Mimar ve Yazar Semih Akşeker


Daha öncesinde karşılıklı tartışıp bu konudaki sıkıntılardan dert yandığım arkadaşım DeliceZeytun bugün bana giderayak bir sürpriz yapıp önüme açık didiklemem için bir isim bırakmış.

Hassasiyetimi önemseyen biridir kendisi ve endişelerimi sorularımı ve dahi dert edindiğim şeyler konusunda Hızır gibidir maşallah.

Semih Akşekerin kendisine henüz ulaşamamış ve dahi kitaplarını edinememiş olsamda şöyle bir edindiğim izlenimleri ve dikkatimi çekenleri sizlerle paylaşmak istedim.

Birçok konuda olduğu gibi bu konu da da heyecanıma engel olamayıp hemen paylaşma gereği hissediyorum nedense…

İlgili kaynağa ve metne şu adresten ulaşabileceğiniz gibi bende kısa kısa alıntılar yaptım; 


Buyrun;

Mühim bir konu olan; müminin ihtiyacı ve zaruriyeti hakkında;

‘’  Hz. Peygamberimiz diyor ki, "zarurî büyüklükte bir evin haricinde evler edinmek, büyük evlerde yaşamak sahibine sorumluluk getirir öbür tarafta. Herkes ihtiyacı olan büyüklüğü yapsın, bir; ikincisi, hiç kimse lüks ve konforla başkalarını ezmesin". Hz. Peygamber, bugünkü dilde konuşursak, mimarînin, nesnenin insanı, özneyi ezmemesini söylüyor. Ama bugün görkem, büyüklük, şaşaa artık temel bir mimarî argüman oldu. ‘’

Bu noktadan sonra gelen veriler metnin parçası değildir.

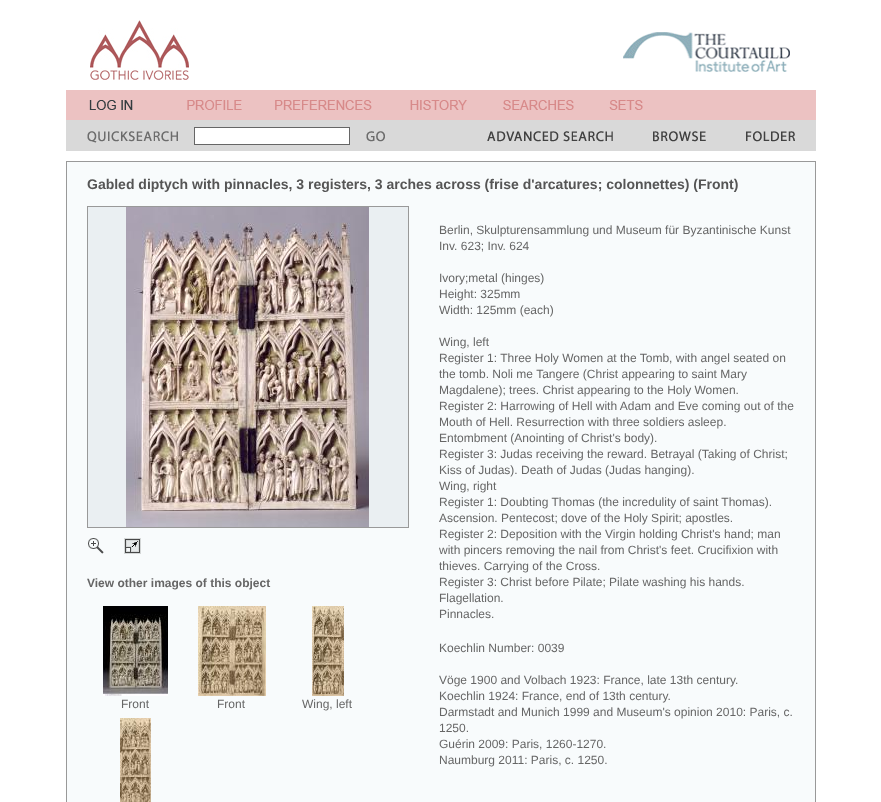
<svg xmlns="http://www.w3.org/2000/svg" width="881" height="802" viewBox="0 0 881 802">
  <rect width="100%" height="100%" fill="#ffffff"/>
  <image x="90" y="20" width="99" height="60" href="img1.png"/>
  <image x="623" y="32" width="167" height="40" href="img2.png"/>
  <rect x="66" y="90" width="750" height="30" fill="#ecc2c2"/>
  <image x="89" y="100" width="44" height="10" href="img3.png"/>
  <image x="187" y="100" width="55" height="10" href="img4.png"/>
  <image x="275" y="100" width="97" height="10" href="img5.png"/>
  <image x="410" y="100" width="57" height="10" href="img6.png"/>
  <image x="503" y="100" width="71" height="10" href="img7.png"/>
  <image x="609" y="100" width="34" height="10" href="img8.png"/>
  <rect x="66" y="120" width="750" height="31" fill="#d9d9d9"/>
  <image x="87" y="131" width="91" height="12" href="img9.png"/>
  <rect x="194.5" y="127.5" width="155" height="17" fill="#ffffff" stroke="#666666"/>
  <image x="366" y="131" width="19" height="11" href="img10.png"/>
  <image x="487" y="131" width="126" height="11" href="img11.png"/>
  <image x="653" y="131" width="53" height="11" href="img12.png"/>
  <image x="746" y="131" width="49" height="11" href="img13.png"/>
  <rect x="66" y="161" width="750" height="641" fill="#999999"/>
  <rect x="67" y="162" width="748" height="640" fill="#f8fbfc"/>
  <text x="87" y="189" font-family="Liberation Sans" font-size="14" font-weight="bold" fill="#555555">Gabled diptych with pinnacles, 3 registers, 3 arches across (frise d'arcatures; colonnettes) (Front)</text>
  <rect x="87" y="206" width="322" height="322" fill="#999999"/>
  <rect x="88" y="207" width="320" height="320" fill="#eaeff2"/>
  <image x="126" y="207" width="243" height="320" href="img14.png"/>
  <image x="88" y="538" width="16" height="16" href="img15.png"/>
  <image x="124" y="538" width="17" height="16" href="img16.png"/>
  <text x="87" y="587" font-family="Liberation Sans" font-size="12" font-weight="bold" fill="#666666">View other images of this object</text>
  <image x="103" y="606" width="65" height="90" href="img17.png"/>
  <text x="121" y="708" font-family="Liberation Sans" font-size="12" fill="#666666">Front</text>
  <image x="198" y="606" width="68" height="90" href="img18.png"/>
  <text x="217" y="708" font-family="Liberation Sans" font-size="12" fill="#666666">Front</text>
  <image x="312" y="606" width="32" height="90" href="img19.png"/>
  <text x="302" y="708" font-family="Liberation Sans" font-size="12" fill="#666666">Wing, left</text>
  <image x="120" y="718" width="31" height="84" href="img20.png"/>
  <text x="439" y="234" font-family="Liberation Sans" font-size="12" fill="#666666">Berlin, Skulpturensammlung und Museum für Byzantinische Kunst</text>
  <text x="439" y="250" font-family="Liberation Sans" font-size="12" fill="#666666">Inv. 623; Inv. 624</text>
  <text x="439" y="282" font-family="Liberation Sans" font-size="12" fill="#666666">Ivory;metal (hinges)</text>
  <text x="439" y="298" font-family="Liberation Sans" font-size="12" fill="#666666">Height: 325mm</text>
  <text x="439" y="314" font-family="Liberation Sans" font-size="12" fill="#666666">Width: 125mm (each)</text>
  <text x="439" y="346" font-family="Liberation Sans" font-size="12" fill="#666666">Wing, left</text>
  <text x="439" y="362" font-family="Liberation Sans" font-size="12" fill="#666666">Register 1: Three Holy Women at the Tomb, with angel seated on</text>
  <text x="439" y="378" font-family="Liberation Sans" font-size="12" fill="#666666">the tomb. Noli me Tangere (Christ appearing to saint Mary</text>
  <text x="439" y="394" font-family="Liberation Sans" font-size="12" fill="#666666">Magdalene); trees. Christ appearing to the Holy Women.</text>
  <text x="439" y="410" font-family="Liberation Sans" font-size="12" fill="#666666">Register 2: Harrowing of Hell with Adam and Eve coming out of the</text>
  <text x="439" y="426" font-family="Liberation Sans" font-size="12" fill="#666666">Mouth of Hell. Resurrection with three soldiers asleep.</text>
  <text x="439" y="442" font-family="Liberation Sans" font-size="12" fill="#666666">Entombment (Anointing of Christ's body).</text>
  <text x="439" y="458" font-family="Liberation Sans" font-size="12" fill="#666666">Register 3: Judas receiving the reward. Betrayal (Taking of Christ;</text>
  <text x="439" y="474" font-family="Liberation Sans" font-size="12" fill="#666666">Kiss of Judas). Death of Judas (Judas hanging).</text>
  <text x="439" y="490" font-family="Liberation Sans" font-size="12" fill="#666666">Wing, right</text>
  <text x="439" y="506" font-family="Liberation Sans" font-size="12" fill="#666666">Register 1: Doubting Thomas (the incredulity of saint Thomas).</text>
  <text x="439" y="522" font-family="Liberation Sans" font-size="12" fill="#666666">Ascension. Pentecost; dove of the Holy Spirit; apostles.</text>
  <text x="439" y="538" font-family="Liberation Sans" font-size="12" fill="#666666">Register 2: Deposition with the Virgin holding Christ's hand; man</text>
  <text x="439" y="554" font-family="Liberation Sans" font-size="12" fill="#666666">with pincers removing the nail from Christ's feet. Crucifixion with</text>
  <text x="439" y="570" font-family="Liberation Sans" font-size="12" fill="#666666">thieves. Carrying of the Cross.</text>
  <text x="439" y="586" font-family="Liberation Sans" font-size="12" fill="#666666">Register 3: Christ before Pilate; Pilate washing his hands.</text>
  <text x="439" y="602" font-family="Liberation Sans" font-size="12" fill="#666666">Flagellation.</text>
  <text x="439" y="618" font-family="Liberation Sans" font-size="12" fill="#666666">Pinnacles.</text>
  <text x="439" y="652" font-family="Liberation Sans" font-size="12" fill="#666666">Koechlin Number: 0039</text>
  <text x="439" y="684" font-family="Liberation Sans" font-size="12" fill="#666666">Vöge 1900 and Volbach 1923: France, late 13th century.</text>
  <text x="439" y="700" font-family="Liberation Sans" font-size="12" fill="#666666">Koechlin 1924: France, end of 13th century.</text>
  <text x="439" y="716" font-family="Liberation Sans" font-size="12" fill="#666666">Darmstadt and Munich 1999 and Museum's opinion 2010: Paris, c.</text>
  <text x="439" y="732" font-family="Liberation Sans" font-size="12" fill="#666666">1250.</text>
  <text x="439" y="748" font-family="Liberation Sans" font-size="12" fill="#666666">Guérin 2009: Paris, 1260-1270.</text>
  <text x="439" y="764" font-family="Liberation Sans" font-size="12" fill="#666666">Naumburg 2011: Paris, c. 1250.</text>
</svg>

Mimari de dikkat edilmesi gerekenlerden;

‘’ Mimarî dediğimiz şey iklimden, topraktan, başka dinlerden etkilenen bir şey... İslam mimarîsi derken, İslâmlardan ve mimarîlerden bahsedilebilir. Pakistan'da da İslam var, Balkanlar'da da...

 Dolayısıyla, katıksız, saf bir İslâm mimarîsi bulmak mümkün değil. Ama o mimarînin temellerini Hz. Peygamber'in işaret ettiği bazı değerlerde görmek mümkün. Mesela Mekke'de, Hz. Peygamber'in peygamberliğinin ilk 13 yıllık döneminde, tuvaletler ve banyo evin dışında. Ama Medine döneminde, yani Hz. Peygamber ipleri eline aldığında, mimarîde bir değişikliğe gitmiş, "hayır" demiş, "bundan sonra tuvalet ve banyo evin içine dahil edilmeli". Bunun birkaç sebebi var: Birincisi, mahremiyet; insanların başkaları tarafından rahatsız edilmemesi. İkinci bir değer de şu hikâyeden çıkartılabilir: Hz. Peygamber Medine'ye geldikten kısa bir süre sonra cami yapımına başlıyor. Cami arsalarının satın alınması süreci çok mühim. Adaletsizliğe asla izin vermiyor. Mutlaka parasını ödeyerek satın alıyor. Ayrıca, cami yapımına bütün Müslümanlar iştirak ediyor. Buradan dahi çıkartılabilir, insanların oturacakları binaları kendilerinin yapması önemseniyor.
 Apartman sisteminde böyle bir şeye imkân yok. İnsanın üretimine katılmadığı bir yapıda oturması ona bir zûl. Toplu konut inşa eden şirketlerde çalışmak durumunda kaldığım için biliyorum: Daireyi sahibine teslim ederken adamcağız sormaya başlıyor: "Tavanımı maviye boyar mısınız, şurasını böyle yapar mısınız?" Hayır, yapamıyoruz. Çünkü uygulayıcıya baştan bir renk verilmiş, insanlara onu dayatıyoruz.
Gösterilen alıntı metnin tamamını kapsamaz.